In your face and up your nose are dishes like yang-rou lu (羊肉爐), usually translated as “mutton hot pot.” Perhaps in China it is actually made with mutton, but in Taiwan, which has goats but precious few sheep, it is almost certainly “chevon hot pot.” The Chinese for both animals is yang (羊), which is pretty reasonable since there is little genetic difference between them. Mutton and chevon are both “warm foods” in traditional Chinese medicine, making them ideal for winter dishes. They are also said to boost the immune system, improve circulation, and increase milk production in new mothers. When rice wine is used as a base for the broth, the aroma is so strong that a shop sign is almost unnecessary.

The same is true for jiang mu-ya (薑母鴨; “ginger mother duck”), which in addition to the ginger and duck meat is made with sesame oil and rice wine. This is the go-to style of restaurant for Taiwan’s six weeks or so of winter. Every year I intend to look at what is being sold on the same sites during warmer months, but I always forget. Sesame oil is said to be rich in antioxidants, which help the body regulate blood sugar and fat.

There is also the less in-your-face and more innocuous sounding “four deities soup” (四神湯; also sometimes translated as “four tonics soup” or “four herbs soup”), for which the medical claims are far greater. The four herbs are Chinese yam (淮山), gorgon (芡實), lotus seed (蓮子), and poria fungus (茯苓), all of which in traditional medicine are neither warming nor cooling, yet are said to nourish the heart and lungs, regulate the liver, and strengthen the kidneys. Probably the most common tonic soup found in just about every night market, it is also said to improve the immune system and beautify the skin.

Finally, the winter season also includes the various Lunar New Year food-related traditions. Eating fish at some point is probably the best-known tradition, since “fish” (魚) is pronounced yu in Mandarin, the same as “surplus” (餘), implying a bumper harvest. For the same reason, a fish design is commonly found at the bottom of a bowl or on a plate.

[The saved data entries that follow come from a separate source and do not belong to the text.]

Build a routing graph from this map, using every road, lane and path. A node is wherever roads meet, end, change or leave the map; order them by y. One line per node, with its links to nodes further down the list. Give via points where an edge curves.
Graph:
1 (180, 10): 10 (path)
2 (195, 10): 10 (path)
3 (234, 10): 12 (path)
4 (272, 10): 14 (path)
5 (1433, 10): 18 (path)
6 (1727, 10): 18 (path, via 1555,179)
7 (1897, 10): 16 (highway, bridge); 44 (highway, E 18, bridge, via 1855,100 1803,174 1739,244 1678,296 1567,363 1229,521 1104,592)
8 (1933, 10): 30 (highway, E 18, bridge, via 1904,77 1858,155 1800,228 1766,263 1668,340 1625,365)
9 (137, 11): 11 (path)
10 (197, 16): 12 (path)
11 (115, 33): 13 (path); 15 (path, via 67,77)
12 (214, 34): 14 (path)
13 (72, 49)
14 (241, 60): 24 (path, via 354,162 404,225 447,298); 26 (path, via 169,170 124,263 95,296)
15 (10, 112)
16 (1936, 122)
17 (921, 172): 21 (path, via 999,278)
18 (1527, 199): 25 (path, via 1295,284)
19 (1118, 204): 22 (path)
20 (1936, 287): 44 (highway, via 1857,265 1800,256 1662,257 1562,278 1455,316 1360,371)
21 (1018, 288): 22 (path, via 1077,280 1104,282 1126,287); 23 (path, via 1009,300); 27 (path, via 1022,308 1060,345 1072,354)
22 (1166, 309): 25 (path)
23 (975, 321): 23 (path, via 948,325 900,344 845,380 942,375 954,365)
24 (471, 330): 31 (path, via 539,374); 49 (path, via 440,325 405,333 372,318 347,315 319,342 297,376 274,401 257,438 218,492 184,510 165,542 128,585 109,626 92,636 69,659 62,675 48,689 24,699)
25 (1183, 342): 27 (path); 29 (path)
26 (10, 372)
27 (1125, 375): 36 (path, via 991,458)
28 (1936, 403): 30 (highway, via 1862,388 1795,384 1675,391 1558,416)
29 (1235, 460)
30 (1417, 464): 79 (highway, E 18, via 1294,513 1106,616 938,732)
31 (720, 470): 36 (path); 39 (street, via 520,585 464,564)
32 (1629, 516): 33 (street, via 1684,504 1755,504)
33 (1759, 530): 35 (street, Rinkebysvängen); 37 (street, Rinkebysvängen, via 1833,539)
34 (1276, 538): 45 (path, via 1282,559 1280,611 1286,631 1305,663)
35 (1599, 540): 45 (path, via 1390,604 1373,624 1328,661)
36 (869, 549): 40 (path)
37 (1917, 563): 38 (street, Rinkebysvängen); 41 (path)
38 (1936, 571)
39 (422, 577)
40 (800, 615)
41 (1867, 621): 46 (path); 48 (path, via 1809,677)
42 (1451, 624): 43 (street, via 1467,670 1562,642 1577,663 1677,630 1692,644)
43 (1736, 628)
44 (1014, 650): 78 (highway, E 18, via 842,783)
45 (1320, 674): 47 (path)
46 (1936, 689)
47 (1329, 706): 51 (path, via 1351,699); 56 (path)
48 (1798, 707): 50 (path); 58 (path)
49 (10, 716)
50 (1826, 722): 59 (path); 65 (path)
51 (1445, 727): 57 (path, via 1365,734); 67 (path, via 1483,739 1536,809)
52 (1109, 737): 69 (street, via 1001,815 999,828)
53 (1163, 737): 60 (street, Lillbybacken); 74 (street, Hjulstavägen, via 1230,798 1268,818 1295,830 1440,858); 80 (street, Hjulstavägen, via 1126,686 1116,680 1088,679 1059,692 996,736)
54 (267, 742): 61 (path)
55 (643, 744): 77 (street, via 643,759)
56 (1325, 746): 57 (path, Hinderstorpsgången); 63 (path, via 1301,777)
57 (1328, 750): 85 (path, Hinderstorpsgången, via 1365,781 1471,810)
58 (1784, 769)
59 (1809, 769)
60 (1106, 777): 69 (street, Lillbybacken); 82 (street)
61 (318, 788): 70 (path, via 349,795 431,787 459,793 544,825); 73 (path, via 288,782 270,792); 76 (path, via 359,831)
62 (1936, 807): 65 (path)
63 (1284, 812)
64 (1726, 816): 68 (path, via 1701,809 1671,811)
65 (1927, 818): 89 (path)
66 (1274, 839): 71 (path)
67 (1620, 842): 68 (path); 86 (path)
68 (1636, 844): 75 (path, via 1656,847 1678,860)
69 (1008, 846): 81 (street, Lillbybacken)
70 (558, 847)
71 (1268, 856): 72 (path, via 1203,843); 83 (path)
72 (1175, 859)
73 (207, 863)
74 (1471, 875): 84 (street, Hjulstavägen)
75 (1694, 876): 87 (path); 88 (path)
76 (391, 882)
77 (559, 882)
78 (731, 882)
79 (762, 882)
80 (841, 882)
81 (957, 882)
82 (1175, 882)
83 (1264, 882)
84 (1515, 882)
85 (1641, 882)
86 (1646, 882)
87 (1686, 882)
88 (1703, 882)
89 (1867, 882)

The above-mentioned wordplay does not work in Hoklo, but one that does is onglai, which can mean both pineapple (鳳梨) and “prosperity has come” (旺來). Other New Year food offerings include tangerines (橘; ju) since the word in Mandarin sounds like “express good wishes” (祝; zhu), and an edible seaweed facai (髮菜; literally “hairy vegetable”), which sounds like “prosperity” (發財; fa cai). There are also New Year pastries called nian-gao (年糕), which bring to mind the expression “year after year promotion” (年年升高; nian-nian sheng gao), an idea also suggested by bamboo shoots because they grow tall and fast.

Dumplings are renamed “ingots” over Lunar New Year.

Other foodstuffs change their names just for the New Year period. Dumplings (餃子) become “money ingots” (元寶), which they resemble in shape; chicken wings are called “fly a thousand miles” (飛越千里); and pig trotters become “peacefully walk the azure clouds” (平步青雲).

Finally, at Lantern Festival (元宵; yuanxiao) on the first full moon of the new year, the Taiwanese enjoy special rice flour dumplings with sweet fillings. These dumplings, also nicknamed yuanxiao, herald the beginning of spring and, hopefully, warmer weather.